(EXTRACTED INFORMATION begins)
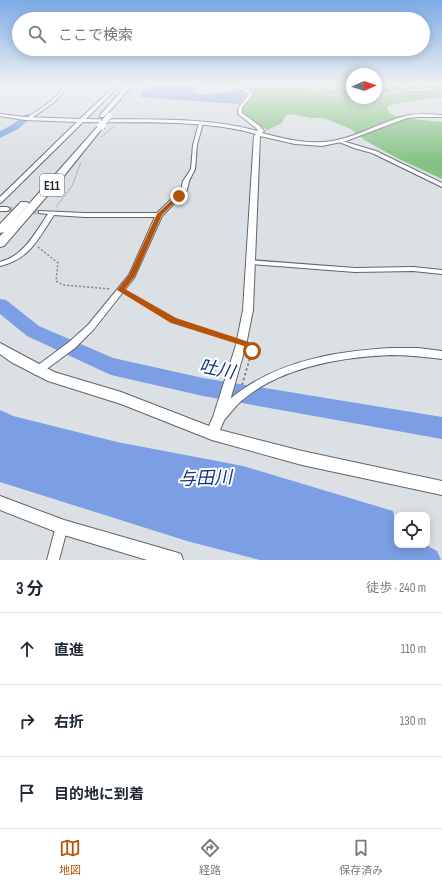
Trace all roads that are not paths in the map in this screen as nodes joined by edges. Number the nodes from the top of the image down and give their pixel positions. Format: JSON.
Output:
{"nodes":[{"id":1,"x":39,"y":110,"type":"edge"},
{"id":2,"x":92,"y":110,"type":"edge"},
{"id":3,"x":111,"y":110,"type":"edge"},
{"id":4,"x":239,"y":110,"type":"edge"},
{"id":5,"x":0,"y":115,"type":"edge"},
{"id":6,"x":442,"y":116,"type":"edge"},
{"id":7,"x":28,"y":118,"type":"junction"},
{"id":8,"x":82,"y":120,"type":"junction"},
{"id":9,"x":201,"y":123,"type":"junction"},
{"id":10,"x":98,"y":125,"type":"junction"},
{"id":11,"x":259,"y":134,"type":"junction"},
{"id":12,"x":341,"y":141,"type":"junction"},
{"id":13,"x":442,"y":185,"type":"edge"},
{"id":14,"x":0,"y":201,"type":"edge"},
{"id":15,"x":0,"y":208,"type":"edge"},
{"id":16,"x":7,"y":209,"type":"tunnel mouth"},
{"id":17,"x":41,"y":212,"type":"tunnel mouth"},
{"id":18,"x":52,"y":213,"type":"junction"},
{"id":19,"x":160,"y":214,"type":"junction"},
{"id":20,"x":0,"y":230,"type":"edge"},
{"id":21,"x":0,"y":243,"type":"edge"},
{"id":22,"x":251,"y":262,"type":"junction"},
{"id":23,"x":0,"y":264,"type":"edge"},
{"id":24,"x":442,"y":272,"type":"edge"},
{"id":25,"x":0,"y":348,"type":"edge"},
{"id":26,"x":442,"y":355,"type":"edge"},
{"id":27,"x":37,"y":371,"type":"junction"},
{"id":28,"x":219,"y":418,"type":"junction"},
{"id":29,"x":212,"y":434,"type":"junction"},
{"id":30,"x":442,"y":488,"type":"edge"},
{"id":31,"x":0,"y":503,"type":"edge"},
{"id":32,"x":62,"y":526,"type":"junction"},
{"id":33,"x":53,"y":560,"type":"edge"},
{"id":34,"x":175,"y":560,"type":"edge"}],
"edges":[{"from":1,"to":7,"type":"street"},
{"from":2,"to":8,"type":"street"},
{"from":3,"to":10,"type":"highway","number":"E11","bridge":true},
{"from":4,"to":11,"type":"street"},
{"from":5,"to":7,"type":"street"},
{"from":6,"to":12,"type":"street"},
{"from":7,"to":8,"type":"street"},
{"from":8,"to":9,"type":"street"},
{"from":8,"to":14,"type":"street"},
{"from":9,"to":11,"type":"street"},
{"from":9,"to":19,"type":"street"},
{"from":10,"to":20,"type":"highway","number":"E11"},
{"from":10,"to":21,"type":"highway","number":"E11"},
{"from":11,"to":12,"type":"street"},
{"from":11,"to":22,"type":"street"},
{"from":12,"to":13,"type":"street"},
{"from":15,"to":16,"type":"street"},
{"from":17,"to":18,"type":"street"},
{"from":18,"to":19,"type":"street"},
{"from":18,"to":23,"type":"street"},
{"from":19,"to":27,"type":"street"},
{"from":22,"to":24,"type":"street"},
{"from":22,"to":28,"type":"street"},
{"from":25,"to":27,"type":"street"},
{"from":26,"to":28,"type":"street"},
{"from":27,"to":29,"type":"street"},
{"from":28,"to":29,"type":"street"},
{"from":29,"to":30,"type":"street"},
{"from":31,"to":32,"type":"street"},
{"from":32,"to":33,"type":"street"},
{"from":32,"to":34,"type":"street"}]}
(EXTRACTED INFORMATION ends)
REQUIRED WORK: Output the number of lines above holding the word "tunnel", and nothing besides it.

OUTPUT OF THE EXERCISE: 2